Prediction Breast Molecular Typing of Invasive Ductal Carcinoma Based on Dynamic Contrast Enhancement Magnetic Resonance Imaging Radiomics Characteristics: A Feasibility Study.

作者信息

Xu Aqiao, Chu Xiufeng, Zhang Shengjian, Zheng Jing, Shi Dabao, Lv Shasha, Li Feng, Weng Xiaobo

机构信息

Department of Radiology, The Central Hospital Affiliated to Shaoxing University (Shaoxing Central Hospital), Shaoxing, China.

Department of Surgical, The Central Hospital Affiliated to Shaoxing University (Shaoxing Central Hospital), Shaoxing, China.

出版信息

Front Oncol. 2022 May 19;12:799232. doi: 10.3389/fonc.2022.799232. eCollection 2022.

DOI:10.3389/fonc.2022.799232
PMID:35664741
原文链接:https://pmc.ncbi.nlm.nih.gov/articles/PMC9160981/
Abstract

OBJECTIVE

To investigate the feasibility of radiomics in predicting molecular subtype of breast invasive ductal carcinoma (IDC) based on dynamic contrast enhancement magnetic resonance imaging (DCE-MRI).

METHODS

A total of 303 cases with pathologically confirmed IDC from January 2018 to March 2021 were enrolled in this study, including 223 cases from Fudan University Shanghai Cancer Center (training/test set) and 80 cases from Shaoxing Central Hospital (validation set).
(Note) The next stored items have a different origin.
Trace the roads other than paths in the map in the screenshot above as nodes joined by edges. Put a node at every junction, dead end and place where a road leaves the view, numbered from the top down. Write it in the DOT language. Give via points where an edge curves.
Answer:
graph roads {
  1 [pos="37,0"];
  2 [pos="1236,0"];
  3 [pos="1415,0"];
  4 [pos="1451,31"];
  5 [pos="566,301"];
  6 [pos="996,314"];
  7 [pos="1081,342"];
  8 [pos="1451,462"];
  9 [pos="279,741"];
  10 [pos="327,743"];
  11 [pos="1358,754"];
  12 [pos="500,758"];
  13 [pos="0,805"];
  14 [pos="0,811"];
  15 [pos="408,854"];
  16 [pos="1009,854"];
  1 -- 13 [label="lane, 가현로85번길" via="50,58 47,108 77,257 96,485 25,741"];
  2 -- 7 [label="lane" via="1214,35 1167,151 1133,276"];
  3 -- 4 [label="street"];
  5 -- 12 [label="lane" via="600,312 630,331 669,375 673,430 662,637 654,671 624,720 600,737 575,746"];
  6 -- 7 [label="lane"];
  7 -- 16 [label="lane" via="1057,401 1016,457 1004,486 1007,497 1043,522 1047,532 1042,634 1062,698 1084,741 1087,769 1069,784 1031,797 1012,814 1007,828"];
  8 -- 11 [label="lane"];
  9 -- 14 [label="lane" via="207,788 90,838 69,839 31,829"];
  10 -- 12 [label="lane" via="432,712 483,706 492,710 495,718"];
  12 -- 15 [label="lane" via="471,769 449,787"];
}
All the cases were classified as HR+/Luminal, HER2-enriched, and TNBC according to immunohistochemistry. DCE-MRI original images were treated by semi-automated segmentation to initially extract original and wavelet-transformed radiomic features. The extended logistic regression with least absolute shrinkage and selection operator (LASSO) penalty was applied to identify the optimal radiomic features, which were then used to establish predictive models combined with significant clinical risk factors. Receiver operating characteristic curve (ROC), calibration curve, and decision curve analysis were adopted to evaluate the effectiveness and clinical benefit of the models established.

RESULTS

Of the 223 cases from Fudan University Shanghai Cancer Center, HR+/Luminal cancers were diagnosed in 116 cases (52.02%), HER2-enriched in 71 cases (31.84%), and TNBC in 36 cases (16.14%). Based on the training set, 788 radiomic features were extracted in total and 8 optimal features were further identified, including 2 first-order features, 1 gray-level run length matrix (GLRLM), 4 gray-level co-occurrence matrices (GLCM), and 1 3D shape feature. Three multi-class classification models were constructed by extended logistic regression: clinical model (age, menopause, tumor location, Ki-67, histological grade, and lymph node metastasis), radiomic model, and combined model. The macro-average areas under the ROC curve (macro-AUC) for the three models were 0.71, 0.81, and 0.84 in the training set, 0.73, 0.81, and 0.84 in the test set, and 0.76, 0.82, and 0.83 in the validation set, respectively.

CONCLUSION

The DCE-MRI-based radiomic features are significant biomarkers for distinguishing molecular subtypes of breast cancer noninvasively. Notably, the classification performance could be improved with the fusion analysis of multi-modal features.

摘要

目的

探讨基于动态对比增强磁共振成像(DCE-MRI)的影像组学在预测乳腺浸润性导管癌(IDC)分子亚型中的可行性。

方法

纳入2018年1月至2021年3月共303例经病理确诊的IDC病例,其中223例来自复旦大学附属肿瘤医院(训练/测试集),80例来自绍兴市中心医院(验证集)。所有病例根据免疫组化结果分为HR+/Luminal型、HER2过表达型和三阴型乳腺癌。对DCE-MRI原始图像进行半自动分割,初步提取原始及小波变换后的影像组学特征。采用带最小绝对收缩和选择算子(LASSO)惩罚的扩展逻辑回归来识别最佳影像组学特征,然后将其与显著的临床危险因素相结合建立预测模型。采用受试者操作特征曲线(ROC)、校准曲线和决策曲线分析来评估所建立模型的有效性和临床获益情况。

结果

在复旦大学附属肿瘤医院的223例病例中,HR+/Luminal型癌116例(52.02%),HER2过表达型71例(31.84%),三阴型36例(16.14%)。基于训练集,共提取788个影像组学特征,进一步确定8个最佳特征,包括2个一阶特征、1个灰度游程长度矩阵(GLRLM)、4个灰度共生矩阵(GLCM)和1个三维形状特征。通过扩展逻辑回归构建了三个多分类模型:临床模型(年龄、绝经状态、肿瘤位置、Ki-67、组织学分级和淋巴结转移)、影像组学模型和联合模型。三个模型在训练集、测试集和验证集中的ROC曲线下宏平均面积(macro-AUC)分别为0.71、0.81和0.84;0.73、0.81和0.84;0.76、0.82和0.83。

结论

基于DCE-MRI的影像组学特征是无创区分乳腺癌分子亚型的重要生物标志物。值得注意的是,多模态特征的融合分析可提高分类性能。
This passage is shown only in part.